How do we overcome the fear towards change? Call it magic!

Conspiracy vs. emergence

I guess my main problem with the discussion at 15-SHM is the continuous reference to some sort of evil master plan: capitalism is scheming, engineering the financial crisis to reduce us all in poverty while appropriating an even larger share of the wealth for the 1%. This went unchallenged, with the exception of one Icelandic guy who suggested no one is really in control.

Here’s why I have problems with this attitude.

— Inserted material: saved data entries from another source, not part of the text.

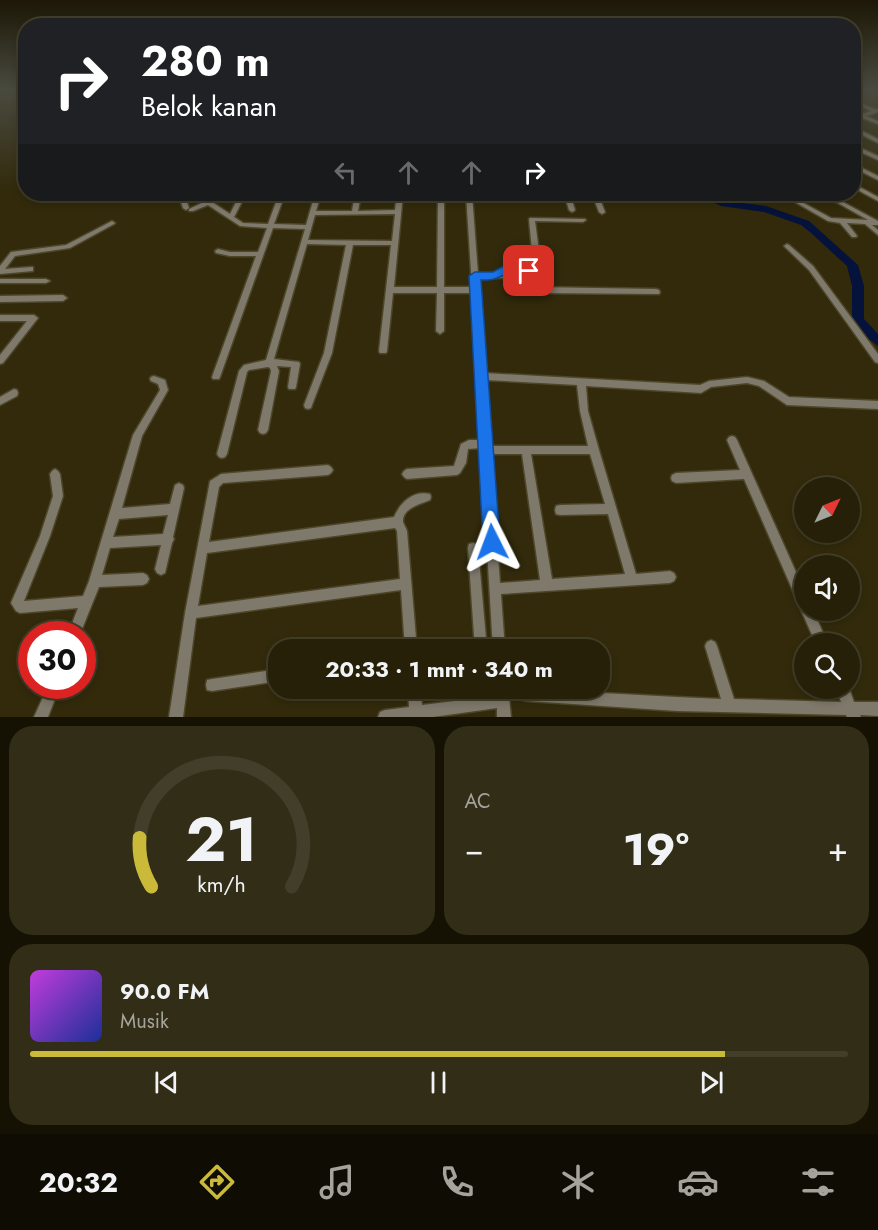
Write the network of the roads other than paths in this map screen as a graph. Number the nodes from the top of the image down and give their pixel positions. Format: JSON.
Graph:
{"nodes":[{"id":1,"x":861,"y":132,"type":"edge"},
{"id":2,"x":878,"y":141,"type":"edge"},
{"id":3,"x":861,"y":150,"type":"edge"},
{"id":4,"x":878,"y":158,"type":"edge"},
{"id":5,"x":861,"y":170,"type":"edge"},
{"id":6,"x":878,"y":178,"type":"edge"},
{"id":7,"x":861,"y":190,"type":"edge"},
{"id":8,"x":878,"y":199,"type":"edge"},
{"id":9,"x":184,"y":201,"type":"edge"},
{"id":10,"x":239,"y":201,"type":"edge"},
{"id":11,"x":279,"y":201,"type":"edge"},
{"id":12,"x":316,"y":201,"type":"edge"},
{"id":13,"x":357,"y":201,"type":"edge"},
{"id":14,"x":399,"y":201,"type":"edge"},
{"id":15,"x":441,"y":201,"type":"edge"},
{"id":16,"x":470,"y":201,"type":"edge"},
{"id":17,"x":569,"y":201,"type":"edge"},
{"id":18,"x":598,"y":201,"type":"edge"},
{"id":19,"x":796,"y":201,"type":"edge"},
{"id":20,"x":838,"y":201,"type":"edge"},
{"id":21,"x":209,"y":202,"type":"joint"},
{"id":22,"x":572,"y":210,"type":"dead end"},
{"id":23,"x":355,"y":212,"type":"junction"},
{"id":24,"x":398,"y":212,"type":"junction"},
{"id":25,"x":602,"y":212,"type":"dead end"},
{"id":26,"x":312,"y":213,"type":"junction"},
{"id":27,"x":231,"y":217,"type":"junction"},
{"id":28,"x":583,"y":220,"type":"dead end"},
{"id":29,"x":842,"y":221,"type":"junction"},
{"id":30,"x":112,"y":223,"type":"dead end"},
{"id":31,"x":866,"y":223,"type":"junction"},
{"id":32,"x":878,"y":223,"type":"edge"},
{"id":33,"x":270,"y":227,"type":"junction"},
{"id":34,"x":308,"y":227,"type":"junction"},
{"id":35,"x":878,"y":233,"type":"edge"},
{"id":36,"x":854,"y":236,"type":"dead end"},
{"id":37,"x":305,"y":242,"type":"junction"},
{"id":38,"x":350,"y":243,"type":"junction"},
{"id":39,"x":395,"y":243,"type":"junction"},
{"id":40,"x":787,"y":246,"type":"dead end"},
{"id":41,"x":218,"y":251,"type":"dead end"},
{"id":42,"x":260,"y":254,"type":"junction"},
{"id":43,"x":31,"y":269,"type":"dead end"},
{"id":44,"x":0,"y":271,"type":"edge"},
{"id":45,"x":475,"y":276,"type":"junction"},
{"id":46,"x":532,"y":277,"type":"junction"},
{"id":47,"x":0,"y":281,"type":"edge"},
{"id":48,"x":46,"y":281,"type":"dead end"},
{"id":49,"x":391,"y":290,"type":"junction"},
{"id":50,"x":441,"y":290,"type":"junction"},
{"id":51,"x":476,"y":290,"type":"junction"},
{"id":52,"x":656,"y":292,"type":"dead end"},
{"id":53,"x":63,"y":298,"type":"dead end"},
{"id":54,"x":0,"y":299,"type":"edge"},
{"id":55,"x":0,"y":318,"type":"edge"},
{"id":56,"x":440,"y":331,"type":"dead end"},
{"id":57,"x":4,"y":350,"type":"edge"},
{"id":58,"x":383,"y":351,"type":"dead end"},
{"id":59,"x":878,"y":360,"type":"edge"},
{"id":60,"x":0,"y":361,"type":"edge"},
{"id":61,"x":269,"y":363,"type":"junction"},
{"id":62,"x":480,"y":376,"type":"junction"},
{"id":63,"x":216,"y":377,"type":"dead end"},
{"id":64,"x":154,"y":379,"type":"dead end"},
{"id":65,"x":581,"y":382,"type":"junction"},
{"id":66,"x":292,"y":387,"type":"dead end"},
{"id":67,"x":14,"y":393,"type":"dead end"},
{"id":68,"x":0,"y":401,"type":"edge"},
{"id":69,"x":308,"y":405,"type":"dead end"},
{"id":70,"x":878,"y":405,"type":"edge"},
{"id":71,"x":263,"y":430,"type":"dead end"},
{"id":72,"x":732,"y":440,"type":"dead end"},
{"id":73,"x":486,"y":447,"type":"junction"},
{"id":74,"x":526,"y":450,"type":"junction"},
{"id":75,"x":594,"y":450,"type":"junction"},
{"id":76,"x":222,"y":454,"type":"dead end"},
{"id":77,"x":328,"y":470,"type":"dead end"},
{"id":78,"x":55,"y":474,"type":"dead end"},
{"id":79,"x":407,"y":474,"type":"dead end"},
{"id":80,"x":747,"y":474,"type":"junction"},
{"id":81,"x":676,"y":478,"type":"dead end"},
{"id":82,"x":178,"y":488,"type":"dead end"},
{"id":83,"x":426,"y":497,"type":"dead end"},
{"id":84,"x":175,"y":509,"type":"junction"},
{"id":85,"x":610,"y":509,"type":"junction"},
{"id":86,"x":560,"y":510,"type":"dead end"},
{"id":87,"x":115,"y":514,"type":"junction"},
{"id":88,"x":398,"y":522,"type":"junction"},
{"id":89,"x":169,"y":539,"type":"junction"},
{"id":90,"x":106,"y":543,"type":"junction"},
{"id":91,"x":203,"y":548,"type":"junction"},
{"id":92,"x":473,"y":548,"type":"dead end"},
{"id":93,"x":161,"y":569,"type":"dead end"},
{"id":94,"x":670,"y":577,"type":"dead end"},
{"id":95,"x":143,"y":579,"type":"dead end"},
{"id":96,"x":632,"y":580,"type":"junction"},
{"id":97,"x":794,"y":580,"type":"edge"},
{"id":98,"x":95,"y":581,"type":"junction"},
{"id":99,"x":406,"y":584,"type":"junction"},
{"id":100,"x":547,"y":586,"type":"junction"},
{"id":101,"x":494,"y":589,"type":"junction"},
{"id":102,"x":86,"y":602,"type":"junction"},
{"id":103,"x":191,"y":613,"type":"junction"},
{"id":104,"x":79,"y":621,"type":"edge"},
{"id":105,"x":410,"y":639,"type":"edge"},
{"id":106,"x":481,"y":639,"type":"edge"},
{"id":107,"x":498,"y":639,"type":"edge"},
{"id":108,"x":711,"y":646,"type":"dead end"},
{"id":109,"x":268,"y":677,"type":"edge"},
{"id":110,"x":212,"y":685,"type":"dead end"},
{"id":111,"x":49,"y":699,"type":"edge"},
{"id":112,"x":415,"y":699,"type":"edge"},
{"id":113,"x":486,"y":699,"type":"edge"},
{"id":114,"x":494,"y":699,"type":"edge"},
{"id":115,"x":503,"y":699,"type":"edge"},
{"id":116,"x":608,"y":699,"type":"edge"},
{"id":117,"x":486,"y":703,"type":"junction"},
{"id":118,"x":729,"y":705,"type":"junction"},
{"id":119,"x":878,"y":708,"type":"edge"},
{"id":120,"x":852,"y":712,"type":"edge"},
{"id":121,"x":416,"y":713,"type":"junction"},
{"id":122,"x":41,"y":717,"type":"edge"},
{"id":123,"x":176,"y":717,"type":"edge"},
{"id":124,"x":385,"y":717,"type":"edge"},
{"id":125,"x":504,"y":717,"type":"edge"}],
"edges":[{"from":1,"to":2,"type":"street"},
{"from":3,"to":4,"type":"street"},
{"from":5,"to":6,"type":"street"},
{"from":7,"to":8,"type":"street"},
{"from":9,"to":21,"type":"street"},
{"from":10,"to":27,"type":"street"},
{"from":11,"to":33,"type":"street"},
{"from":12,"to":26,"type":"street"},
{"from":13,"to":23,"type":"street"},
{"from":14,"to":24,"type":"street"},
{"from":15,"to":50,"type":"street"},
{"from":16,"to":45,"type":"street"},
{"from":17,"to":22,"type":"street"},
{"from":18,"to":25,"type":"street"},
{"from":19,"to":29,"type":"street"},
{"from":20,"to":32,"type":"street"},
{"from":21,"to":27,"type":"street"},
{"from":23,"to":24,"type":"street"},
{"from":23,"to":26,"type":"street"},
{"from":24,"to":39,"type":"street"},
{"from":26,"to":34,"type":"street"},
{"from":27,"to":33,"type":"street"},
{"from":28,"to":46,"type":"street"},
{"from":29,"to":31,"type":"street"},
{"from":29,"to":36,"type":"street"},
{"from":30,"to":44,"type":"street"},
{"from":31,"to":32,"type":"street"},
{"from":31,"to":35,"type":"street"},
{"from":33,"to":34,"type":"street"},
{"from":33,"to":42,"type":"street"},
{"from":34,"to":37,"type":"street"},
{"from":37,"to":38,"type":"street"},
{"from":37,"to":61,"type":"street"},
{"from":38,"to":39,"type":"street"},
{"from":38,"to":69,"type":"street"},
{"from":39,"to":49,"type":"street"},
{"from":40,"to":59,"type":"street"},
{"from":41,"to":42,"type":"street"},
{"from":42,"to":63,"type":"street"},
{"from":43,"to":44,"type":"street"},
{"from":45,"to":46,"type":"street"},
{"from":45,"to":51,"type":"street"},
{"from":46,"to":52,"type":"street"},
{"from":47,"to":48,"type":"street"},
{"from":49,"to":50,"type":"street"},
{"from":49,"to":58,"type":"street"},
{"from":50,"to":51,"type":"street"},
{"from":50,"to":56,"type":"street"},
{"from":51,"to":62,"type":"street"},
{"from":53,"to":54,"type":"street"},
{"from":55,"to":57,"type":"street"},
{"from":57,"to":60,"type":"street"},
{"from":61,"to":66,"type":"street"},
{"from":61,"to":71,"type":"street"},
{"from":61,"to":76,"type":"street"},
{"from":62,"to":65,"type":"street"},
{"from":62,"to":73,"type":"street"},
{"from":64,"to":87,"type":"street"},
{"from":65,"to":70,"type":"street"},
{"from":65,"to":75,"type":"street"},
{"from":67,"to":68,"type":"street"},
{"from":72,"to":80,"type":"street"},
{"from":73,"to":74,"type":"street"},
{"from":73,"to":79,"type":"street"},
{"from":73,"to":101,"type":"street"},
{"from":74,"to":75,"type":"street"},
{"from":74,"to":100,"type":"street"},
{"from":75,"to":85,"type":"street"},
{"from":77,"to":91,"type":"street"},
{"from":78,"to":102,"type":"street"},
{"from":80,"to":81,"type":"street"},
{"from":80,"to":97,"type":"street"},
{"from":82,"to":84,"type":"street"},
{"from":83,"to":88,"type":"street"},
{"from":84,"to":87,"type":"street"},
{"from":84,"to":89,"type":"street"},
{"from":85,"to":86,"type":"street"},
{"from":85,"to":96,"type":"street"},
{"from":87,"to":90,"type":"street"},
{"from":88,"to":91,"type":"street"},
{"from":88,"to":99,"type":"street"},
{"from":89,"to":90,"type":"street"},
{"from":89,"to":93,"type":"street"},
{"from":90,"to":98,"type":"street"},
{"from":91,"to":103,"type":"street"},
{"from":92,"to":106,"type":"street"},
{"from":94,"to":96,"type":"street"},
{"from":95,"to":98,"type":"street"},
{"from":96,"to":100,"type":"street"},
{"from":98,"to":102,"type":"street"},
{"from":99,"to":103,"type":"street"},
{"from":99,"to":105,"type":"street"},
{"from":100,"to":101,"type":"street"},
{"from":101,"to":107,"type":"street"},
{"from":102,"to":104,"type":"street"},
{"from":103,"to":123,"type":"street"},
{"from":108,"to":118,"type":"street"},
{"from":109,"to":110,"type":"street"},
{"from":111,"to":122,"type":"street"},
{"from":112,"to":121,"type":"street"},
{"from":113,"to":117,"type":"street"},
{"from":114,"to":117,"type":"street"},
{"from":115,"to":125,"type":"street"},
{"from":116,"to":118,"type":"street"},
{"from":117,"to":121,"type":"street"},
{"from":118,"to":120,"type":"street"},
{"from":119,"to":120,"type":"street"},
{"from":121,"to":124,"type":"street"}]}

  1. It is plain wrong. Megascale phenomena (globalization, global warming, the rise of the car civilization...), to the best of my knowledge, are best explained as emergent processes: very many actors, each trying to get to their own goal within the constraints of the situation as they perceive it, recreate the situation. No one ever intended to heat the planet: people were just burning coal, because, you know, other people wanted to buy that energy. And those people, the buyers, they needed it to turn it into goods and servics that still other people wanted to buy, and so on. Global warming is quite elegantly framed as an an emergent property of the fossile-fuel economy. A similar argument can be developed for The Crisis, however defined.
  2. Like many conspiracy theories, it is politically so attractive that it is very hard not to suspect it to be intellectually dishonest. Hey, this is not our fault! It's the Cabal's fault! It's the Black Chamber. It's the witches in 17th century Europe. Hitler, a master political communicator, blamed hyperinflation and mass unemployment in Germany in the early 1930s on wealthy (Jewish) industrialists and bankers. This plays on very well known cognitive psychology results (check out Nobel laureates Daniel Kahnemann and Amos Tversky): we are hardwired to react to easy, powerful narratives. The conspiracy is one such narrative. It appeals to our ape brains and absolves us on all responsibilities: politically, a killer product. Leaders (or would-be leaders) must find it very difficult to resist to the temptation to use it. And, T, don't tell me there are not people who want to be leaders of 15-M, because there clearly are... though your movement does have antibodies against leaderism.
  3. It leads back to the traditional political system. Ok, so it's not us, it's them, right? Nothing we can do about it, short of a dystopian mass elimination of the 1% (1% of the world population = 70 million people = 12 Holocausts). So we need to exert indirect pressure on them: change the law/the tax laws/the Constitution/whatever. All potentially good things, but they imply building political infrastructure: parties, pressure groups, media etc. etc. Don't get me wrong, I have nothing against the idea, but most of what I heard in Barcelona pointed to an irreducible diversity of the movement with respect to traditional politics. I would contend that such a diversity is not really compatible with a "not our fault" kind of approach.
All this is exquisitely old fashioned. The environmentalist movement went that way in the 80s, and it had far better theoretical tools. I am told the same happened to the ultraleftist movement in the 70s, but I was too young for politics then. Quite unpleasantly, these movements generated small number of leaders who were coopted into the élites, becoming members of parliament, government officials, academics. The supporters, they were, again, reduced to number, waiting for the next liberation movement.

Which brings me to direct constructive action: people trying to hack away at the problem, one facet at a time. This is where my heart is, and why I think Edgeryders is important: it exposes the tentative solutions that young people are working on.

I remember that the Madrid unrest started out with a focus on the problem of housing. We have a killer piece on Edgeryders: Vinay, telling us about himself working in a city he can’t afford to live in. Do you think you and/or somebody from the movement would be interested in participating to the discussion? Any good solutions?